Certamente meno avvezzo a celebrare i trionfi calcistici delle squadre che ne calcano l’erba rispetto ad altri templi sportivi, primo tra tutti lo stadio di San Siro a Milano ma anche il mitico Comunale di Torino, lo stadio Olimpico porta però con sé una storia che vale la pena ricordare proprio perché su quegli spalti si sono appassionati milioni e milioni di romani e non solo.
Almeno 3 le fasi di realizzazione, espansione e mutazione che caratterizzano la vita dell’impianto sino ad oggi.


CIPRESSI – Pensato già nel 1926, a pochissimi anni dall’avvento del fascismo, proprio per ospitare eventi ed adunate, quello che inizia ad essere realizzato nel 1928 e che viene inaugurato nel 1932 si chiama anonimamente “Stadio dei cipressi“, in onore degli alberi che ne ornano il contorno. Si tratta di un impianto appena abbozzato, realizzato ai piedi di monte Mario, all’ombra dell’invece già costruito stadio dei Marmi (LEGGI
STORIE & METALLO – La gloriosa epopea del Foro Italico nei suoi 90 anni. Dall’obelisco Mussolini ai templi di calcio, tennis, nuoto): l’intera area della Farnesina e di quello che sarà il Foro Italico (nato come Foro Mussolini) sono appena abbozzati come evidente nella foto area qui sotto.

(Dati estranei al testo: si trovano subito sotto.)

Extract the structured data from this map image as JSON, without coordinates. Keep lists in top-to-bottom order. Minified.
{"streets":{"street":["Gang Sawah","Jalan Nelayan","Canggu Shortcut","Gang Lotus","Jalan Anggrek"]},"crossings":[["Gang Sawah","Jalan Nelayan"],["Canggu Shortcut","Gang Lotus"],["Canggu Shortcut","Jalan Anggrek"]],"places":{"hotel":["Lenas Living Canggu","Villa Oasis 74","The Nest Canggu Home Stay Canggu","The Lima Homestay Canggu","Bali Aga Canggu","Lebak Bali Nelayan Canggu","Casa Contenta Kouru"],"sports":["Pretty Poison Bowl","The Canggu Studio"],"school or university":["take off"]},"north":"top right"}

E’ subito evidente che l’impianto è insufficiente per le necessità: di fatto non è realizzato che il primo ordine di gradinate, quello che oggi è ancora visibile nel parterre della tribuna Tevere. Subito dopo l’inaugurazione del ’32, quindi, vi si rimette mano. Nel 1937 è già pronta una seconda versione di quello che è ora un vero e proprio stadio in grado di contenere 60mila spettatori nel quale il regime vuole festeggiare la costituzione dell’Impero. Nel 1938 l’impianto ospita alcune delle manifestazioni e celebrazioni per la visita di Hitler in Italia e già per l’occasione vengono realizzate tribune aggiuntive. All’epoca, come testimoniato da una prima pagina del 1938 de “Il littoriale” (oggi Corriere dello Sport), qualcuno già definisce lo stadio “Olimpico”.

Roma desidera ospitare le Olimpiadi del 1940 (nel 1936 era toccato alla Berlino nazista) e le intenzioni sono dunque quelle di portare la capienza degli spalti sino a 100mila persone. Poi arriva la guerra. Ma ancora nel 1941 lo stadio ospita le celebrazioni per il primo anniversario dell’Asse, il patto militare tripartito che unisce Italia, Germania e Giappone. In una tribuna Monte Mario provvisoria probabilmente più alta di quella odierna sventolano le bandiere delle tre nazioni alleate.


CENTOMILA! – Le due principali squadre calcistiche di Roma, la Lazio nata nel 1900 e dedita al calcio dal 1902, e la Roma, nata nel 1927 dalla fusione di altre 3 società (Alba, Roman e Fortitudo), non hanno all’epoca ancora mai calcato l’erba dello stadio dei Cipressi.
I biancocelesti hanno iniziato a piazza d’Armi, per poi passare al Parco dei Daini a piazza di Siena per poi, dal 1914 al 1931 avere un primo vero stadio alla Rondinella, all’ombra di quello Stadio Nazionale (poi stadio Torino) nel quale la Lazio gioca sino al 1953 quando il vecchio impianto lascia il suo posto all’attuale decadente Flaminio.
La Roma inizia invece al Motovelodromo Appio (1927-28, storico impianto in zona Cessati Spiriti, a Colli Albani), dove già giocava l’Alba, passa poi allo Stadio Nazionale (1928-29), e trova casa quindi nel mitico il Campo Testaccio (dal 1929 al 1940). Dal 1940 al 1953 la As Roma torna allo Stadio Nazionale prima di passare all’Olimpico.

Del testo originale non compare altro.